DOE is actively exploring other options as well. One example is the $200 million that the department provided to X-energy to build a HALEU facility to produce fuel for its XE-100 reactor, the second project in its advanced reactor program. The XE-100 uses a specialized kind of HALEU, which X-energy will produce at a facility in Tennessee. The scheduled online date is 2025.
The department also announced in November a $150 million cost-shared award to American Centrifuge Operating to install the necessary equipment at one of its plants in Ohio to produce HALEU.
Will Utilities Take the Plunge?
Storage of spent nuclear fuel is another major obstacle. According to the report, most reactors in operation are storing their spent fuel on site while the federal government tries to find interim and permanent storage locations. Previous efforts to build a spent fuel storage facility at Yucca Mountain in Nevada were abandoned after strong opposition from the state, as well as environmental and tribal groups.
According to the report, “New legislation would be required to build a federal consolidated interim storage facility or allow development of geologic repositories for permanent disposal at sites other than Yucca Mountain.” DOE is advocating for a new “consent-based siting process” to get local buy-in before attempting to build either interim or permanent storage.
DOE defines consent-based siting as “an approach to siting facilities that focuses on the needs and concerns of people and communities. Communities participate in the siting process by working carefully through a series of phases and steps with the department (as the implementing organization). Each step and phase helps a community determine whether and how hosting a facility to manage spent nuclear fuel is aligned to the community’s goals.”
White says the industry “has a clear understanding of how to keep [spent fuel] in a safe and stable state” for on-site storage at reactors currently in operation. After spent fuel has been cooled for a year or more in cooling pools, it is stored in “dry casks,” metal or concrete-encased containers.
Similar best practices should be used for newer SMRs and advanced reactors, White said.

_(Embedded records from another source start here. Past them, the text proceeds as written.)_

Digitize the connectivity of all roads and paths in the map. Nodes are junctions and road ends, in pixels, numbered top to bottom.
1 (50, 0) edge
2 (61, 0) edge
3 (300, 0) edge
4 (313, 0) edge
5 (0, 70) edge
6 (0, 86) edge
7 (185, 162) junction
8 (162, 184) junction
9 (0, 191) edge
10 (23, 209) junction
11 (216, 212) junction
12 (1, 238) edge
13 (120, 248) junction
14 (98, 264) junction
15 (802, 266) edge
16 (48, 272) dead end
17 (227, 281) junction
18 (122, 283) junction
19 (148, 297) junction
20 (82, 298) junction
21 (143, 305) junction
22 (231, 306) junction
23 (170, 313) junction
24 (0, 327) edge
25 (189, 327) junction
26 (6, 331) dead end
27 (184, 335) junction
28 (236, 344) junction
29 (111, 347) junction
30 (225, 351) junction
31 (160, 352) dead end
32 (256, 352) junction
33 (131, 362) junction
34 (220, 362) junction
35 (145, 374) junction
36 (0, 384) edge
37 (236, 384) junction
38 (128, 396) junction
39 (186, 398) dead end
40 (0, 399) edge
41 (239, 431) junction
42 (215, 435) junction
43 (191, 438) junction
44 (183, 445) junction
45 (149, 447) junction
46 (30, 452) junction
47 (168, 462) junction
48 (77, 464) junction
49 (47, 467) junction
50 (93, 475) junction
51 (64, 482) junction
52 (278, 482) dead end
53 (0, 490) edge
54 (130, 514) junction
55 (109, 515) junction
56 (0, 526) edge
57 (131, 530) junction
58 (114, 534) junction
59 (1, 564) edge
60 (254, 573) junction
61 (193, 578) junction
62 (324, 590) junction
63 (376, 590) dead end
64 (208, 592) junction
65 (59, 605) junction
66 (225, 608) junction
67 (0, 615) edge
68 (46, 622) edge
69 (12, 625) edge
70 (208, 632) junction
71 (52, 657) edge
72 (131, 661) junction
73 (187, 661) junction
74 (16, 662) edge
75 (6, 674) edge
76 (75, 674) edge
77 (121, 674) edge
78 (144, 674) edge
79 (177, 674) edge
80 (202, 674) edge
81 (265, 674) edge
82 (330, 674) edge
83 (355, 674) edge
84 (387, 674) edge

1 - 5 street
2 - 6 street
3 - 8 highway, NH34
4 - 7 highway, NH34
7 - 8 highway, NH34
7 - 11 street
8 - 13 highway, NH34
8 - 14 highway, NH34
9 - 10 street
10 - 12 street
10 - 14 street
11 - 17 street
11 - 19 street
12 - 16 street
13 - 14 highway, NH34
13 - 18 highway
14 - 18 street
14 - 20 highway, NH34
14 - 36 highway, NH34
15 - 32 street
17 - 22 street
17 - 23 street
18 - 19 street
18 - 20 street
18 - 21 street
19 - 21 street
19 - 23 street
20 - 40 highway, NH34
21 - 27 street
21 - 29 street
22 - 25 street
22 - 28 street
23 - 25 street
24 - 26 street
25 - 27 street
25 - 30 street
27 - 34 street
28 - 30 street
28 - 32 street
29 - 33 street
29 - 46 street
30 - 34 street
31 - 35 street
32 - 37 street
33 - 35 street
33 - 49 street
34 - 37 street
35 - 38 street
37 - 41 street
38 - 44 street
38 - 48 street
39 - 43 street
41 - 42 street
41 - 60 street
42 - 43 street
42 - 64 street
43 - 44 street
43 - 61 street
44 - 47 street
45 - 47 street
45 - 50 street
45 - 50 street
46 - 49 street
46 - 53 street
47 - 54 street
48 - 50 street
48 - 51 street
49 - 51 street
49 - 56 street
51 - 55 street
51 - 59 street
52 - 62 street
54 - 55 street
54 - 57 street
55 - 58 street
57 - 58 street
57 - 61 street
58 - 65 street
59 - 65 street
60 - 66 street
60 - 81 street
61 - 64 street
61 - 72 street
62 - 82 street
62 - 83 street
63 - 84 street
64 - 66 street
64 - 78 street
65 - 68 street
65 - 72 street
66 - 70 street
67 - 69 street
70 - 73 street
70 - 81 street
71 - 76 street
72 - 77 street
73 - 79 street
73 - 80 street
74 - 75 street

But both interim and long-term waste storage remain open questions. “I don’t think this is something that’s technically impossible,” White said. “But I think a lot of it is making sure that we’re incorporating both the geology, the nuclear science and the social science, and [making] sure we come up with politically feasible ideas that aren’t necessarily overburdening or unfairly putting the responsibility for managing the waste on any single community.”
Like Huff and Crane, however, White stressed the importance of building a strong order book of five to 10 projects. “The challenge is we get stuck in this process of doing one-off reactors, and we don’t necessarily get the signal that we need to build out an effective supply chain,” he said.

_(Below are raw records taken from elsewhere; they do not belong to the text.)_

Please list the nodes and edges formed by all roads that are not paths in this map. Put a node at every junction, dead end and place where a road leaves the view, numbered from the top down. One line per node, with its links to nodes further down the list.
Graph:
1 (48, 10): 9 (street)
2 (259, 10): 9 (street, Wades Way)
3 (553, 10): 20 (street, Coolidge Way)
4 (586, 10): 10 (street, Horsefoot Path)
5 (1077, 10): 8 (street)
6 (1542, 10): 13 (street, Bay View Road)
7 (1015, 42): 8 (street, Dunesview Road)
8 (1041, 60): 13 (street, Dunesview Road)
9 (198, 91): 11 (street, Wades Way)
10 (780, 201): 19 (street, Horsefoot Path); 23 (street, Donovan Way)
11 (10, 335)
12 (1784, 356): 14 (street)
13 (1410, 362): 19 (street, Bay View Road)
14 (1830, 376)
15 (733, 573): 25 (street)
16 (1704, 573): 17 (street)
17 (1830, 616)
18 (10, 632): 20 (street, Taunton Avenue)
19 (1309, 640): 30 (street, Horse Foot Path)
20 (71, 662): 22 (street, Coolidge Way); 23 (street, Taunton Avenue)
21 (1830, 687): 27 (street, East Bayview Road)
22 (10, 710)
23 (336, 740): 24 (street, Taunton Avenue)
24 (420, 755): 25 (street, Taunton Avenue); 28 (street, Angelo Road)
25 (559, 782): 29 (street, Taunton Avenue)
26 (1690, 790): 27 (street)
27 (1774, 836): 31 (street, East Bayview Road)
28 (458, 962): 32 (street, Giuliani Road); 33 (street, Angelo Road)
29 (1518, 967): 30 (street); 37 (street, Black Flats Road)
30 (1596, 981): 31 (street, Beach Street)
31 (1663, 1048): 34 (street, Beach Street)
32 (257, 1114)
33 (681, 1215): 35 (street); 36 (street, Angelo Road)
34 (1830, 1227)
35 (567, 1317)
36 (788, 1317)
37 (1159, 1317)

Some utilities are planning for those first, second and third projects. In Washington state, PacifiCorp has partnered with TerraPower on the Natrium demonstration project and recently released an integrated resource plan that included two additional Natrium reactors.

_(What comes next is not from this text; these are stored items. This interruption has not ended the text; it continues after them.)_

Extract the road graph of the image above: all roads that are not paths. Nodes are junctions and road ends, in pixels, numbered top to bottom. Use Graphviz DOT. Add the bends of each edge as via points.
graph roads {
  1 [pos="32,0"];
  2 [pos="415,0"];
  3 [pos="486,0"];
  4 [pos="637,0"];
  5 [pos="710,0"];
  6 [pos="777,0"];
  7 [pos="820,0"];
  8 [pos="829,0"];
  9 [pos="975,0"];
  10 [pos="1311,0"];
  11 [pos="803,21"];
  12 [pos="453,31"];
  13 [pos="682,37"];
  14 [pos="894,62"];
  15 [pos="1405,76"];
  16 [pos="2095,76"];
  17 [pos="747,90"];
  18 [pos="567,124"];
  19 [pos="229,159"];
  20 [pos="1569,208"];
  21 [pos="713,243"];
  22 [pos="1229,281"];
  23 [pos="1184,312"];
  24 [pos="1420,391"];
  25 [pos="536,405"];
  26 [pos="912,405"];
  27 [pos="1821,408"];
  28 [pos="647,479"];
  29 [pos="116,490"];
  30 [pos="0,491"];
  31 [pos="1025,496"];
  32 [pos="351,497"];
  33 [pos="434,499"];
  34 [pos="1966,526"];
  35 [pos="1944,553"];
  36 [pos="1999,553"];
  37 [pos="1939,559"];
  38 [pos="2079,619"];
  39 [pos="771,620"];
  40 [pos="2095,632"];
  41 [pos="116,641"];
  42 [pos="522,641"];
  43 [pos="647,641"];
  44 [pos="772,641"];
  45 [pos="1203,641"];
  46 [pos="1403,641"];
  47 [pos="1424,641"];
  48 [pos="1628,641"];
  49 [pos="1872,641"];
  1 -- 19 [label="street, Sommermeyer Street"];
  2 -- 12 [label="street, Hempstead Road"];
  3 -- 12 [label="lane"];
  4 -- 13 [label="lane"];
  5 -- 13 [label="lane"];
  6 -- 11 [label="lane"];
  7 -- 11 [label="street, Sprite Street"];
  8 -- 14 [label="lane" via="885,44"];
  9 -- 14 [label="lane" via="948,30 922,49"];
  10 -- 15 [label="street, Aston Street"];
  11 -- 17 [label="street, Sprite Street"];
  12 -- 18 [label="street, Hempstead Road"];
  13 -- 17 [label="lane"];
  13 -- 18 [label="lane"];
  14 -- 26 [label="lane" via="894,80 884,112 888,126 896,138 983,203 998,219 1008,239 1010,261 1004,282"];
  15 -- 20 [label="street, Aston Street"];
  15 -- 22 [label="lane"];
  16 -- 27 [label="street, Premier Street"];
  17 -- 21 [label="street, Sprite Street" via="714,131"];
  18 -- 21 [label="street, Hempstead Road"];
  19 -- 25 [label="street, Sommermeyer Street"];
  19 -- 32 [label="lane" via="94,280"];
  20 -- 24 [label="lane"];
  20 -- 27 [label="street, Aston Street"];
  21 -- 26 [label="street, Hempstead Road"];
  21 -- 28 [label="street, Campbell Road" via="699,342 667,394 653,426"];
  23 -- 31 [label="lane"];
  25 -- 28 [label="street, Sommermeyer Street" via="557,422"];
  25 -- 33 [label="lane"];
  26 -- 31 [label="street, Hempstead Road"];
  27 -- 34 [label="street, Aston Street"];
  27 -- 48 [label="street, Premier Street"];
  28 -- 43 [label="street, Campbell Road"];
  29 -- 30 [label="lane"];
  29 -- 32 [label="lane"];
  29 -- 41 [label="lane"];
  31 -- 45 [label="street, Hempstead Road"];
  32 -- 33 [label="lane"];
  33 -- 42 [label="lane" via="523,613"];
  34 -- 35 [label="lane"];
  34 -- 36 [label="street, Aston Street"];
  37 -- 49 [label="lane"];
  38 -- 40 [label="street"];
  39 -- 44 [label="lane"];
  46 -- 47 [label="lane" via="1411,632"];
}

The Tennessee Valley Authority is also moving forward with plans for a GE-Hitachi SMR at its Clinch River site near Oakridge. Speaking at the National Association of Regulatory Utility Commissioners’ Winter Policy Summit in February, CEO Jeff Lyash predicted TVA could build up to 20 nuclear plants by 2050.
“I have no interest in building one reactor,” Lyash said. “In order for us to be successful, TVA needs something on the order of 20 reactors over that period of time. So, if you can’t see your way to reaching nth-of-a-kind costs, supply chain, workforce, project execution for a portfolio of reactors, I don’t see the point in building one.”